The Court issued a ruling in two cases today that using race as a general classification to make admissions decisions violated the Constitution. It granted more leeway to military institutions and said that colleges still can consider “an applicant's discussion of how race affected his or her life, be it through discrimination, inspiration, or otherwise,” but that evaluation of experiences must occur “as an individual – not on the basis of race.”
Given Louisiana’s structure to higher education, in effect only a few state schools are affected that much. Community colleges are open admission, and the two lowest levels, regional and HBCU, have such low entrance requirements that (20 on the ACT or SAT equivalent, which is barely above the average nationally although Louisiana’s average was just 18.1, of which a large proportion of those below the 19.8 national mean won’t ever pursue tertiary study) that enrollment proportions by race in the aggregate probably won’t differ by much with those in the population, even though ACT data also show that only five percent of black and 11 percent of Hispanic test-takers are by its definition “college ready” according to their scores, while 29 percent of whites and 51 percent of Asians are.

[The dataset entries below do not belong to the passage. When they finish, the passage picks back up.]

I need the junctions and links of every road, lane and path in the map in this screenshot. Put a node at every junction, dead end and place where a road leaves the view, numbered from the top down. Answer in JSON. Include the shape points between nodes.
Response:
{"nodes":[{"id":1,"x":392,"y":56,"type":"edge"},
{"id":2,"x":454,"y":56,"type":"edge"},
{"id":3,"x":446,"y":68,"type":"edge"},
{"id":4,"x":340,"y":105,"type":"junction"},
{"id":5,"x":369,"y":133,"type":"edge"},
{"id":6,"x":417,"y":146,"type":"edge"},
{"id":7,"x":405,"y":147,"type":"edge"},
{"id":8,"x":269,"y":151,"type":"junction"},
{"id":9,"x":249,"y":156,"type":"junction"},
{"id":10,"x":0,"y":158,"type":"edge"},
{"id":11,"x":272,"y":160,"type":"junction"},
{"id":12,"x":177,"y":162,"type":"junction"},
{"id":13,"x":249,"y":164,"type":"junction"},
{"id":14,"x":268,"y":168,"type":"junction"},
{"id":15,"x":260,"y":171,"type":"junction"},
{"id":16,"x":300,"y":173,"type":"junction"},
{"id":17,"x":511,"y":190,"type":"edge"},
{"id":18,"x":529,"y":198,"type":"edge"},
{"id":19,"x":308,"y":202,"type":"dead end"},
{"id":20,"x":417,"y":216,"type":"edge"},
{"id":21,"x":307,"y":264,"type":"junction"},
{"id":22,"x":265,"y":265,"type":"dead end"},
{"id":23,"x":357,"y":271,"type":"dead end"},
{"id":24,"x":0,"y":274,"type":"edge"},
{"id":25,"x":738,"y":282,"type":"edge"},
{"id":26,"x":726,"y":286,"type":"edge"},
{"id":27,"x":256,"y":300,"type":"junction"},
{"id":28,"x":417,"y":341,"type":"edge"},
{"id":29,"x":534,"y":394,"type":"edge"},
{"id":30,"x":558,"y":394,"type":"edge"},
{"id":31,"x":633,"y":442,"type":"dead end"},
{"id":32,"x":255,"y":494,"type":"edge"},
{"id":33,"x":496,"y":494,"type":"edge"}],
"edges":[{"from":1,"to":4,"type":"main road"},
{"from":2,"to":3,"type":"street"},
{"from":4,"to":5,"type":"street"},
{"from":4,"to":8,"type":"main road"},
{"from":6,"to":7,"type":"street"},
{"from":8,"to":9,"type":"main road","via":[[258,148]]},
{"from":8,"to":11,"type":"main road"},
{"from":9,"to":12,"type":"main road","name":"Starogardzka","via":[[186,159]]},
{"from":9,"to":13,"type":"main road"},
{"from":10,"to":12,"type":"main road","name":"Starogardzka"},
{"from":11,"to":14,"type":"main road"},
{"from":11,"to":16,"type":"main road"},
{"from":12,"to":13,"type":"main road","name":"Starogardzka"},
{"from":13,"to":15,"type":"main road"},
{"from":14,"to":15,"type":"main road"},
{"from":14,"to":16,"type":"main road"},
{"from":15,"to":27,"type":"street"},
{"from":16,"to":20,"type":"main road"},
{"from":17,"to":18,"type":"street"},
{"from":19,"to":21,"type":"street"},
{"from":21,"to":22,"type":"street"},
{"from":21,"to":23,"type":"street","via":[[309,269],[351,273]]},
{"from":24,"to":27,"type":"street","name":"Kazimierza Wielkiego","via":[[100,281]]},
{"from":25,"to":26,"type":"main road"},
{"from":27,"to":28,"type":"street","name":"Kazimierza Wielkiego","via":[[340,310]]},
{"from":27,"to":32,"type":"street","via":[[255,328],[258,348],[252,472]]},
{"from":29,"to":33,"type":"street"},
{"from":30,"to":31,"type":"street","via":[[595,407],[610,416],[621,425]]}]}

That’s additionally because admissions policies for the four kinds of senior institutions allow exceptions to these standards, of eight percent for regional and HBCU schools. Here, motivated admissions officers who wish to insert race into the calculation have an opportunity to do so, if they can demonstrate fidelity to the Court’s mandate that credit only go to experiences that can be associated with race.
With the next tier of universities, statewide, there might be more of an impact, because of the higher minimum ACT score of 23 (there’s also a grade point average requirement for admission to senior institutions that’s also higher, but in this era of grade inflation the GPA minimums hardly mean anything), as well as the exception proportion falling to six percent. Where a significant change should be observed is with Louisiana State University, as the Baton Rouge campus requires an ACT score of 25 with just a four percent exception.
Expect resistance to that, not the least of which because LSU has been flouting these Board of Regents standards for five years when it first introduced “holistic” admissions. It no longer requires submission of a standardized test score although students may do so, and the latest fall, 2022 data show about 30 percent of enrolled first-time fulltime freshmen didn’t even score as high as 24 on the ACT. (As another indicator of grade inflation, the average GPA of these admittees was 3.77/4.00.)
This violation occurs because the standards’ creator, the Board of Regents, won’t make the LSU Board of Supervisors follow these. And with both completely filled with Democrat Gov. John Bel Edwards appointees sympathetic with LSU System Pres. William Tate IV’s administration quietly inserting race into the admissions procedure, that wouldn’t look to change for some time to come despite the Court’s ruling. Instead, expect all sorts of gamesmanship to increase use of proxy indicators for race, based on non-quantitative and highly subjective criteria, in admissions.
If so, that leaves matters in the hand of the new governor and Legislature next year. A top legislative priority must be to place in law that higher education institutions must follow Regents’ rules on this matter, with annual audits by the Legislative Auditor. Violators should forfeit all their state funding.
Elected officials, as well as Louisianans, can’t trust higher education mandarins to give up their belief that neo-racist discriminatory use of race in admission decisions shouldn’t shape the process. Making them adhere to Regents standards minimizes this abuse of the Constitution. Legislators have to ensure this beginning with 2025 admissions lest this mockery persists.